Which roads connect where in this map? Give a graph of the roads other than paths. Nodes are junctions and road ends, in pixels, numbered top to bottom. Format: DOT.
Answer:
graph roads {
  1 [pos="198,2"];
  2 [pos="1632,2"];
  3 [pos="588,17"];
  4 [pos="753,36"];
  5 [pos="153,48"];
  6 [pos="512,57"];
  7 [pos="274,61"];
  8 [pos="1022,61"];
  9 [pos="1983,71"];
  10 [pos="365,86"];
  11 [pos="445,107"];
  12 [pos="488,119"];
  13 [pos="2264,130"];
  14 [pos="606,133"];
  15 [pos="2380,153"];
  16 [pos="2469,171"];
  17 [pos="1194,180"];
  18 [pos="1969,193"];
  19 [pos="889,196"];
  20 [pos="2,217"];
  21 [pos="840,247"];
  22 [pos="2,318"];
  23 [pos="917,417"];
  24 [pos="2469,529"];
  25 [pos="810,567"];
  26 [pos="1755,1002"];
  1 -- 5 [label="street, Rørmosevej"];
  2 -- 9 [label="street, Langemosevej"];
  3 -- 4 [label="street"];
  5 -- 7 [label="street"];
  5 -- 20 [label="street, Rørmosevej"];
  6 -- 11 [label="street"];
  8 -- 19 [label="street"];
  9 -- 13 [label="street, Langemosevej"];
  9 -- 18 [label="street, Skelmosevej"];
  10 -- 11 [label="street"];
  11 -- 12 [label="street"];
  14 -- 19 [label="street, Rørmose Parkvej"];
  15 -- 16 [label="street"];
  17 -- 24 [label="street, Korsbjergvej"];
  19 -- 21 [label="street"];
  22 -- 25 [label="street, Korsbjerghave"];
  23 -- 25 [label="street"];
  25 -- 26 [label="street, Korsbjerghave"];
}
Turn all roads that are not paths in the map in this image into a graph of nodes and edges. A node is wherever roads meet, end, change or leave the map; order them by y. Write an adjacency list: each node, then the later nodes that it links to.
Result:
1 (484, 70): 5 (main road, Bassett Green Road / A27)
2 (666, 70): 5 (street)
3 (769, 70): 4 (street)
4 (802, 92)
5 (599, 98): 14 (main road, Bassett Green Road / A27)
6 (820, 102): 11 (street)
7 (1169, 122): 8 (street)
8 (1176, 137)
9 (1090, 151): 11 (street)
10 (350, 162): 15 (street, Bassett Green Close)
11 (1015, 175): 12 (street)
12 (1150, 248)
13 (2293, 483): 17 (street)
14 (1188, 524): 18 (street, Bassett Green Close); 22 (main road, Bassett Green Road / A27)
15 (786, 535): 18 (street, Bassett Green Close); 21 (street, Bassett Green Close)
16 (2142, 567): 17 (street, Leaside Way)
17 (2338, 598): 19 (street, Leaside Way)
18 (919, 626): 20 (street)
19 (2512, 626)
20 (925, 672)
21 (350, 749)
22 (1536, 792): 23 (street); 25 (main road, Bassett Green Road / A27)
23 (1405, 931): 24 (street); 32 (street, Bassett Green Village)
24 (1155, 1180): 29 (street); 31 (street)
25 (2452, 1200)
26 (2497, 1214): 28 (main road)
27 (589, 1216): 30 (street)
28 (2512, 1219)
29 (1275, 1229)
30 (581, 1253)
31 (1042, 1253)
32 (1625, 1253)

────────

Required work — A bare number should be your reply: how many lines in the entries above include the word "this".

Completed exercise — 2